I was reading the Virtual Twits blog by Alan Renouf, and I thought I would download and run the Power Shell Script. I have never gotten the time to play with Power Shell, but hey, no time better than the present right? Here is what I had to do.

His blog Entry is as follows.

Following the list of Powershell users collated by @StevenMurawski over at Mind of Root I thought I would follow suite and try and maintain a list of the VMware related twitters who I have found very informative and useful over the last couple of months of using twitter.

If I have missed you or you would prefer not to be on this list please let me know via the comments or contacting me on twitter @alanrenouf

You can also download the below powershell script that will run through this list and automatically follow them for you.

http://bpbwfg.blu.livefilestore.com/y1pxy-8WUaaacJBPv6M_CgXVmqwQ3C4Bwl64Nr7SycXecHDbfc4uI4u_LmTMxKJ542KrVDFZBNktN4/VMwareTwitter.ps1?download

So as I stated above, I wanted to walk you through what I had to do to install Power Shell, and use this Script.

 

First, I downloaded Power Shell for Windows XP 64 from Microsoft’s web site, below.

Download Windows PowerShell 1.0

Windows PowerShell 1.0 is available as a download or can be evaluated as part of Windows Server 2008 evaluation versions. Download Windows PowerShell 1.0 for Windows XP SP2, Windows Server 2003 or Windows Vista via our Windows PowerShell download page.

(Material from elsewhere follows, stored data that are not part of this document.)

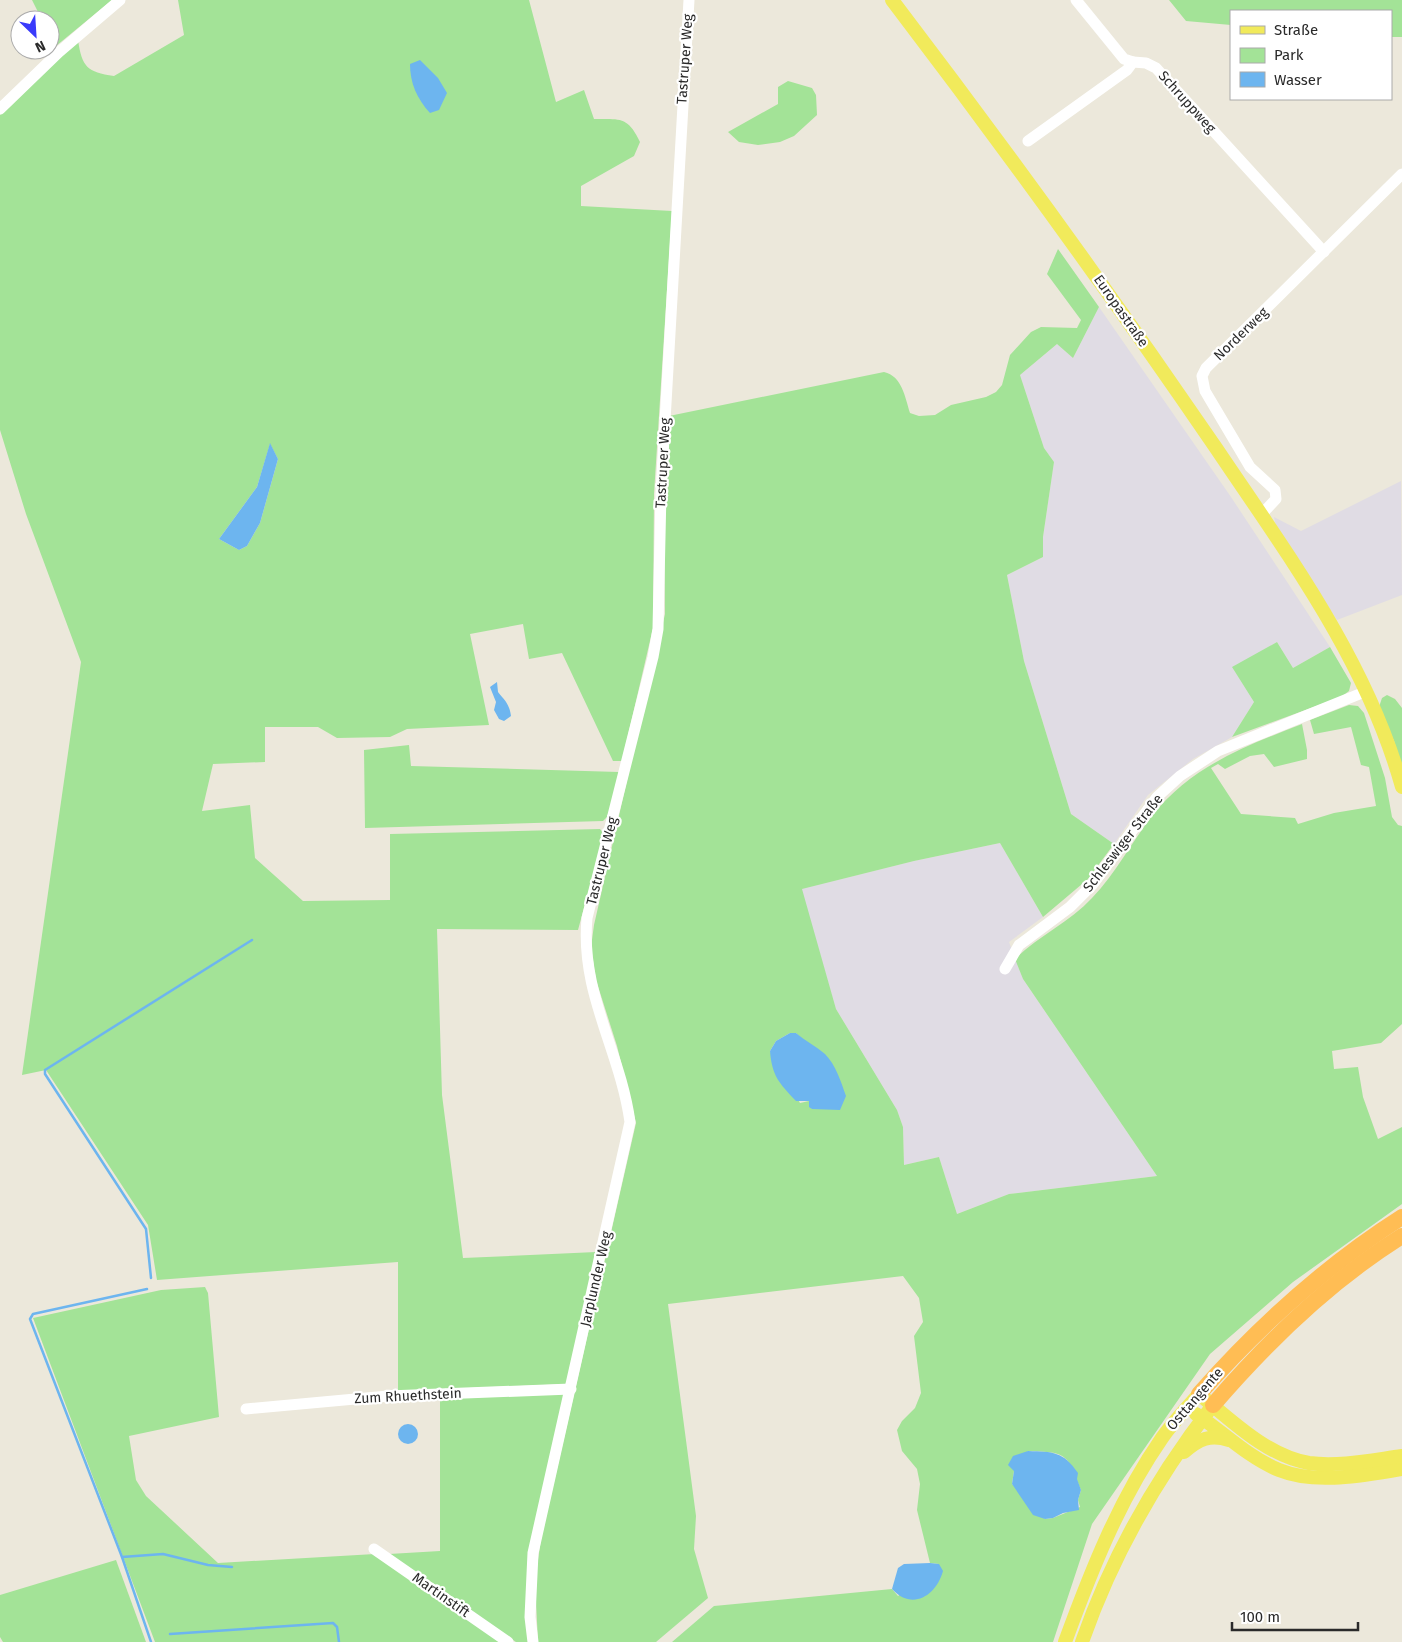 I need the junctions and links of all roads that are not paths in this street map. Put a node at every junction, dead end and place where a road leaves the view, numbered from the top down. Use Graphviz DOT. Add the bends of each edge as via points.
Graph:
graph roads {
  1 [pos="120,0"];
  2 [pos="689,0"];
  3 [pos="892,0"];
  4 [pos="1076,0"];
  5 [pos="1133,62"];
  6 [pos="0,109"];
  7 [pos="1028,141"];
  8 [pos="1402,174"];
  9 [pos="1324,252"];
  10 [pos="1261,515"];
  11 [pos="1366,691"];
  12 [pos="1402,787"];
  13 [pos="587,918"];
  14 [pos="1005,969"];
  15 [pos="1402,1217"];
  16 [pos="1402,1236"];
  17 [pos="571,1389"];
  18 [pos="1199,1394"];
  19 [pos="1213,1405"];
  20 [pos="246,1408"];
  21 [pos="1187,1408"];
  22 [pos="1202,1418"];
  23 [pos="1235,1442"];
  24 [pos="1402,1456"];
  25 [pos="1402,1469"];
  26 [pos="1158,1484"];
  27 [pos="374,1549"];
  28 [pos="508,1642"];
  29 [pos="533,1642"];
  30 [pos="1065,1642"];
  31 [pos="1082,1642"];
  1 -- 6 [label="street" via="59,52"];
  2 -- 13 [label="street, Tastruper Weg" via="661,491 658,629 647,685"];
  3 -- 10 [label="main road, Europastraße" via="1050,210"];
  4 -- 5 [label="street" via="1124,59"];
  5 -- 7 [label="street" via="1127,70"];
  5 -- 9 [label="street, Schruppweg" via="1156,68"];
  8 -- 9 [label="street, Norderweg"];
  9 -- 10 [label="street, Norderweg" via="1206,368 1202,376 1204,391 1238,449 1250,467 1275,490 1276,499"];
  10 -- 11 [label="main road, Europastraße" via="1336,632"];
  11 -- 12 [label="main road"];
  11 -- 14 [label="street, Schleswiger Straße" via="1218,751 1180,776 1157,797 1093,884 1070,907 1020,946"];
  13 -- 17 [label="street, Jarplunder Weg" via="587,968 630,1122"];
  15 -- 18 [label="highway, Osttangente" via="1307,1285"];
  16 -- 19 [label="highway, Osttangente" via="1349,1273 1282,1331"];
  17 -- 20 [label="street, Zum Rhuethstein" via="388,1396"];
  17 -- 29 [label="street, Jarplunder Weg" via="533,1553 530,1617"];
  18 -- 19 [label="main road"];
  18 -- 21 [label="main road, Osttangente"];
  19 -- 22 [label="main road, Osttangente"];
  19 -- 24 [label="main road" via="1284,1456 1310,1463 1341,1464"];
  21 -- 22 [label="main road"];
  21 -- 30 [label="main road, Osttangente" via="1163,1437 1132,1485 1095,1564"];
  22 -- 23 [label="main road"];
  22 -- 26 [label="main road, Osttangente"];
  23 -- 25 [label="main road" via="1280,1470 1307,1476 1342,1476"];
  23 -- 26 [label="main road" via="1220,1437 1197,1441"];
  26 -- 31 [label="main road, Osttangente" via="1110,1571"];
  27 -- 28 [label="street, Martinstift"];
}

So I downloaded the Above script onto my desktop, and double clicked it, and boom, notepad opened it.

 

Not quite what I had in mind.

 

 

Therefore, I googled, Running Power Shell, and found the following web site.

http://www.microsoft.com/technet/scriptcenter/topics/winpsh/manual/run.mspx

 

I found that you need to run the commands from the Power Shell Console, but not before you do a few things first.

 

I had to get my execution policy, by typing

Get-ExecutionPolicy

Then, I had to set it to unrestricted, ( i am sure there are better way’s ).

Set-ExecutionPolicy Unrestricted
Then, I had to add my desktop to a path so I could run it ( i am sure there are better way’s ).
$env:path = $env:path + ";c:Documents and SettingsuserDesktop"
 
Then I could run the script!
 

Thanks to Microsoft and the Blog Author for his Power Shell Script.